◆ Task: Among the entries below, find the lines with the word "BOULEVARD" and return them.

########

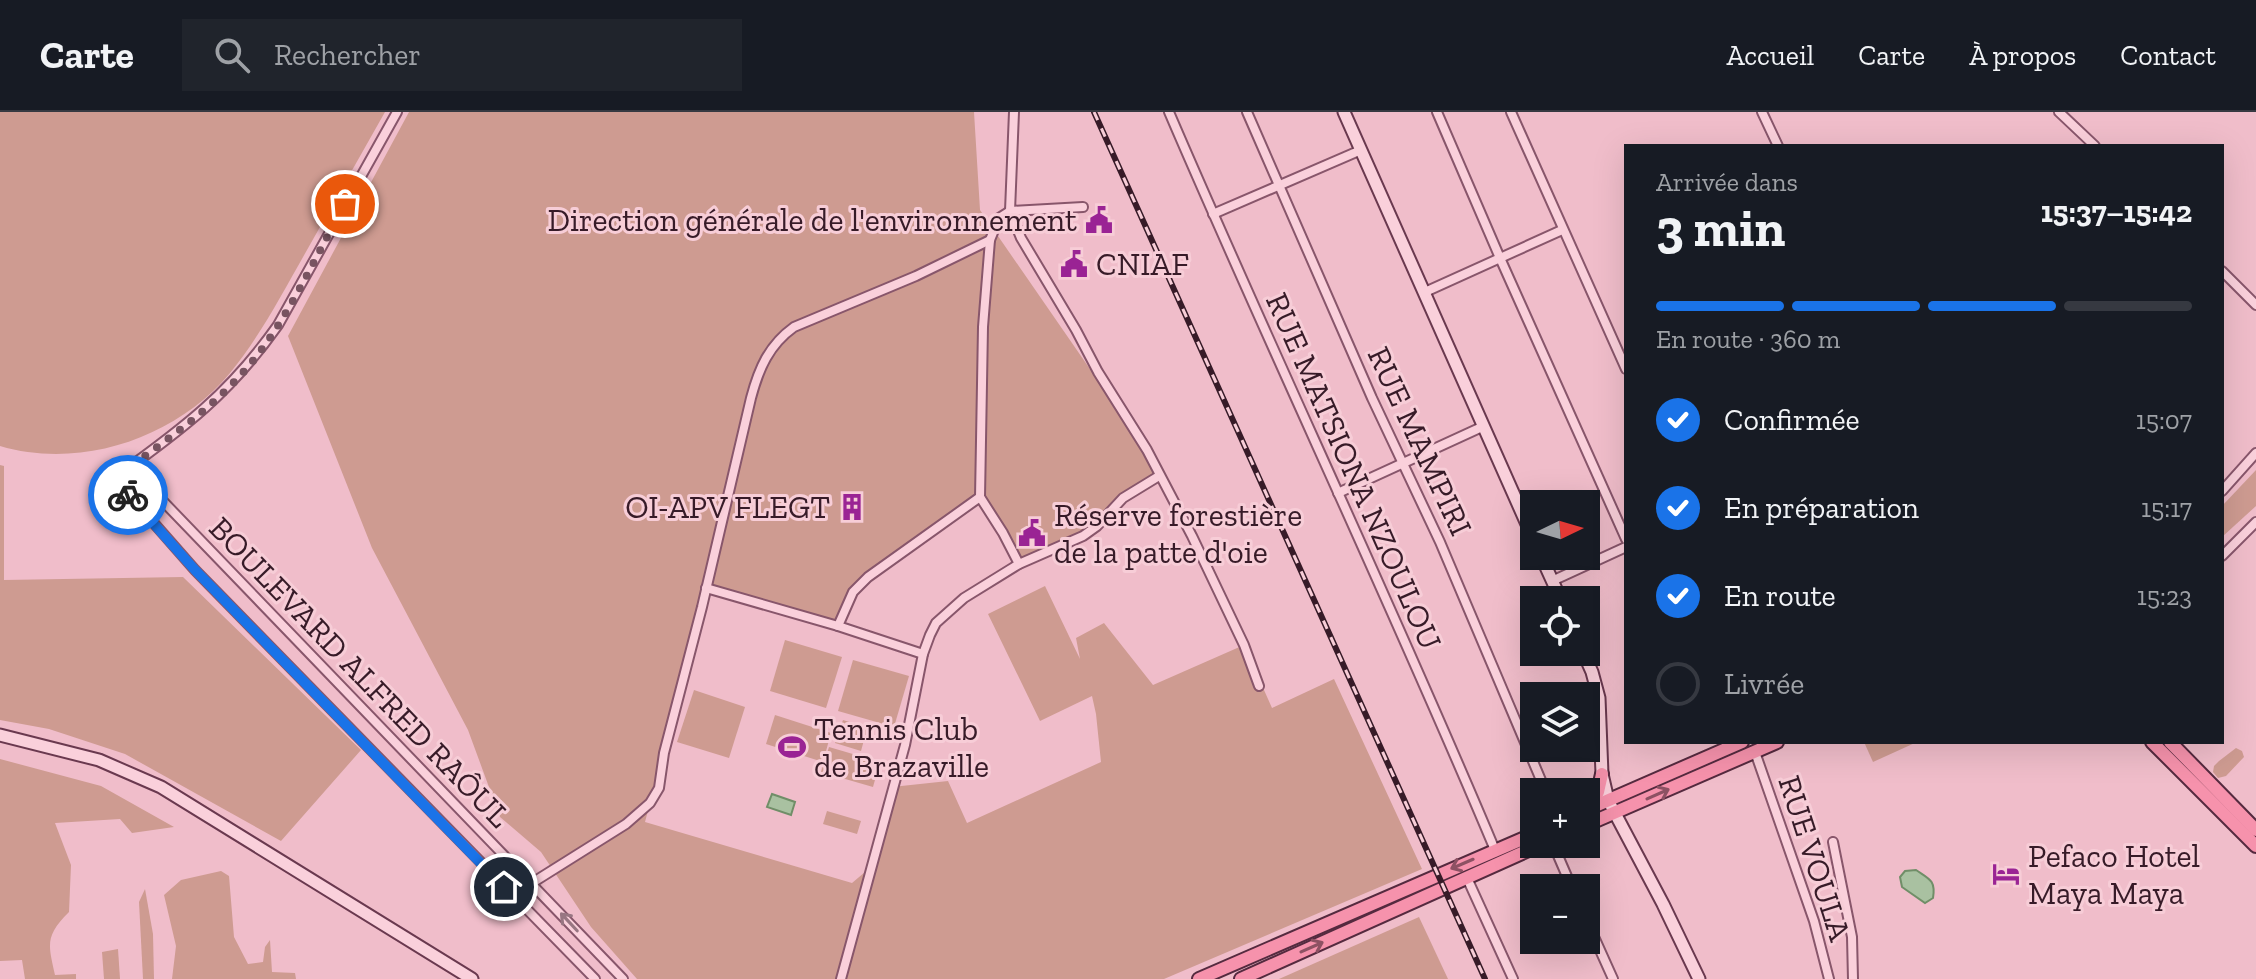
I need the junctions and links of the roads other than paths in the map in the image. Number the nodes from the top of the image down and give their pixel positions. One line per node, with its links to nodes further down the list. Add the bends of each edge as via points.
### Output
1 (397, 112): 27 (street, via 255,357 198,416)
2 (1014, 112): 15 (street)
3 (1169, 112): 16 (street, RUE MATSIONA NZOULOU)
4 (1247, 112): 13 (street, RUE MAMPIRI)
5 (1344, 112): 12 (main road)
6 (1437, 112): 19 (street)
7 (1511, 112): 17 (street)
8 (1762, 112): 10 (street)
9 (2059, 112): 11 (street)
10 (1777, 144)
11 (2093, 144)
12 (1361, 150): 13 (street); 21 (main road)
13 (1278, 184): 16 (street); 26 (street, RUE MAMPIRI)
14 (1083, 207): 15 (street)
15 (1010, 211): 18 (street, via 999,218); 28 (street)
16 (1213, 214): 30 (street, RUE MATSIONA NZOULOU)
17 (1562, 230): 19 (street); 23 (street)
18 (990, 240): 31 (street); 41 (street, via 794,327 770,349 758,374)
19 (1500, 258): 21 (street); 34 (street)
20 (2224, 273): 22 (street)
21 (1425, 292): 24 (main road)
22 (2256, 305)
23 (1624, 365)
24 (1484, 426): 26 (street); 32 (main road)
25 (2256, 453): 29 (street)
26 (1402, 463): 30 (street); 54 (street, RUE MAMPIRI)
27 (130, 467): 67 (street, BOULEVARD ALFRED RAÔUL); 70 (street, BOULEVARD ALFRED RAÔUL, via 116,480 195,570)
28 (1159, 476): 37 (street, via 1123,498 1083,536); 45 (street, via 1244,645)
29 (2224, 489)
30 (1338, 493): 64 (street, RUE MATSIONA NZOULOU)
31 (980, 497): 37 (street); 42 (street, via 868,577 853,592)
32 (1520, 508)
33 (2256, 522): 36 (street)
34 (1624, 535)
35 (1624, 548): 39 (street)
36 (2224, 554)
37 (1019, 564): 43 (street, via 949,610 936,623)
38 (1547, 570): 39 (main road)
39 (1552, 581): 40 (main road)
40 (1554, 586)
41 (706, 588): 42 (street); 67 (street, via 655,795 626,824)
42 (838, 626): 43 (street)
43 (923, 654): 72 (street, via 902,758)
44 (1589, 666): 52 (main road, via 1599,698)
45 (1259, 686)
46 (0, 735): 69 (main road, via 99,760 161,787)
47 (1737, 744): 56 (main road)
48 (1773, 744): 51 (main road)
49 (2154, 744): 63 (main road)
50 (2172, 744): 60 (main road)
51 (1755, 752): 58 (main road, one-way to 51); 78 (street, RUE VOULA)
52 (1601, 759): 53 (main road); 56 (main road)
53 (1602, 774): 55 (main road); 56 (main road)
54 (1540, 778)
55 (1600, 783)
56 (1612, 798): 57 (main road); 58 (main road)
57 (1600, 804)
58 (1618, 811): 59 (main road); 77 (main road)
59 (1600, 819)
60 (2256, 830)
61 (1520, 840): 64 (main road)
62 (1833, 842): 79 (street, via 1852,937)
63 (2256, 846)
64 (1495, 850): 73 (main road, one-way to 73)
65 (1520, 854): 66 (main road)
66 (1467, 878): 74 (main road, one-way to 66); 75 (street)
67 (532, 883): 71 (street, BOULEVARD ALFRED RAÔUL, one-way to 67)
68 (1600, 950): 76 (street)
69 (472, 979)
70 (595, 979)
71 (623, 979)
72 (841, 979)
73 (1199, 979)
74 (1241, 979)
75 (1513, 979)
76 (1613, 979)
77 (1699, 979)
78 (1829, 979)
79 (1853, 979)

########

◆ Solution for this problem:
27 (130, 467): 67 (street, BOULEVARD ALFRED RAÔUL); 70 (street, BOULEVARD ALFRED RAÔUL, via 116,480 195,570)
67 (532, 883): 71 (street, BOULEVARD ALFRED RAÔUL, one-way to 67)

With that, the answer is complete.